Why you must measure customer satisfaction
By Robert ChewA frequent mistake made by many Singapore organizations has been to focus continuous improvement effort on what managers or employees assume is important to customers.
The common tendency is to believe that because our managers and sales are in frequent contact with our customers, we ought to know what they want.
In our work with client organizations and in our surveys, we have found that the overlap between the managers’ list and that of their customers can be nominal, although not totally unexpected.

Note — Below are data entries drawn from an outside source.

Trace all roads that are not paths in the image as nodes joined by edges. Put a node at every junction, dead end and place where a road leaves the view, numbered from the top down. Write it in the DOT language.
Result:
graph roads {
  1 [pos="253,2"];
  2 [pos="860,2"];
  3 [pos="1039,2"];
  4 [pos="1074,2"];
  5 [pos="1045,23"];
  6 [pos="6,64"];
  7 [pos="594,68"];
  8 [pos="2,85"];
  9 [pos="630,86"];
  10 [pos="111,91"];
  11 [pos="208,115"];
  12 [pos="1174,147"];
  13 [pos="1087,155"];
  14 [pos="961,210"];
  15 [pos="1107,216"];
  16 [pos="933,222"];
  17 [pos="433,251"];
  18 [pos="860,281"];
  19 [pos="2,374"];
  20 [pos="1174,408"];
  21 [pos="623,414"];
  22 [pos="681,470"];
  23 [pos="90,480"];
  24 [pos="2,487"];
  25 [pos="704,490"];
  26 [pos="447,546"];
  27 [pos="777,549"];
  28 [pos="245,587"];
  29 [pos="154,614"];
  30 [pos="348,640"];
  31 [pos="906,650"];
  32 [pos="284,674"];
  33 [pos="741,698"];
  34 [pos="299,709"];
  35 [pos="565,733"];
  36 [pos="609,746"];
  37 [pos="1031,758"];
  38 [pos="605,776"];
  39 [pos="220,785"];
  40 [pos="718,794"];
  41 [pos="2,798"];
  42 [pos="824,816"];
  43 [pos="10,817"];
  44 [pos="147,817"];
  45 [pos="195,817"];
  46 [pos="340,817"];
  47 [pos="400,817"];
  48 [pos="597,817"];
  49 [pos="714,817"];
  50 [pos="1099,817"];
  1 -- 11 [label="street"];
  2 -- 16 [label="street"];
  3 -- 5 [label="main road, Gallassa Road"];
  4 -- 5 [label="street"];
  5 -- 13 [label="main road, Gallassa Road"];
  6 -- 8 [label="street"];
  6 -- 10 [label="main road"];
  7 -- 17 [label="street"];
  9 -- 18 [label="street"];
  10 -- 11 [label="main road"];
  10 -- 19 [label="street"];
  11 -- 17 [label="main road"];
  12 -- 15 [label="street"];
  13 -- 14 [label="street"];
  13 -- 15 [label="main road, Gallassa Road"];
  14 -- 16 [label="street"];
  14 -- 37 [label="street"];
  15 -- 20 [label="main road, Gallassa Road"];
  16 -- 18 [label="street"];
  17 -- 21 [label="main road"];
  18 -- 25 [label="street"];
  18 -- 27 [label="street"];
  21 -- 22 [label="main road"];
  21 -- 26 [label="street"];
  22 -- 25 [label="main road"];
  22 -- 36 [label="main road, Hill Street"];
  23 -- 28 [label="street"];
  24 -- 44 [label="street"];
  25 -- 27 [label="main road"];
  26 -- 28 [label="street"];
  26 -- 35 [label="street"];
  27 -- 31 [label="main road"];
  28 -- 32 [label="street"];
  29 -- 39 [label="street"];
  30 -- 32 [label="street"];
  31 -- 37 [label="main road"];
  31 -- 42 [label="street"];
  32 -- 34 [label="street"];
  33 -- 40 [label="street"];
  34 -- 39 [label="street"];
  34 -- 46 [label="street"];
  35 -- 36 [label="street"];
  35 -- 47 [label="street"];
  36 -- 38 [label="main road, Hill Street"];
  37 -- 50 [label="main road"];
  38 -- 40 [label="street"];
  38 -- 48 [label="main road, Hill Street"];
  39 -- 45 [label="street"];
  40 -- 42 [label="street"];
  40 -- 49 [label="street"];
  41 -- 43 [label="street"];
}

We asked managers to list down the top 10 needs of their customers and correlate it with inputs from their customers. Now imagine just how much investment and resources would have been wasted pursuing improvements that don’t really matter much to their customers.
Customer Needs Assessment
First and foremost, customer needs identification is important. But it cannot be easily assessed by written surveys. Most have difficulty articulating their own specific needs let alone try to put them down in writing.
A trained interviewer can help customers clearly define what specific needs are to be met by your service or product. This is usually conducted employing focus groups or interviews, observation, or predictive measures of customer satisfaction and dissatisfaction data.
Customer Focus and Satisfaction Measures
Customer focus and satisfaction measures, on the other hand, assess whether your service or quality meets their expectations. It includes both soft and hard measures.
What people say and what they do may be different. Soft measures help you understand what customers think of your service or product relative to your competition.
They include surveys, focus groups or interviews, and observation. Hard measures keep you informed about what they are actually buying. They include customer retention levels, number of referrals, market share and revenue.
Customer Satisfaction Surveys
Surveys can provide important information in the perception of your quality or service yet they are one of the most abused quality tools especially for service companies where the relationship with the customer is vital. Many organizations simply draw up a superficial list of written questions and then dispatch it to a sampling of their customers.
The answers are usually from too small a sample size and the questions frequently do not represent what is important to their customers. These organizations would then base their entire quality strategies on a return rate under 25 percent of questionnaires sent out.
Remember that your organization cannot afford not to measure customer satisfaction.
For without it, your organization really has no basis of knowing how well it is doing, and hence, cannot make meaningful improvements. Ensure that your organization does it well since these data drive the entire business process.Having flawed data can lead your organization into irrelevant efforts and it can look very busy while going out of business.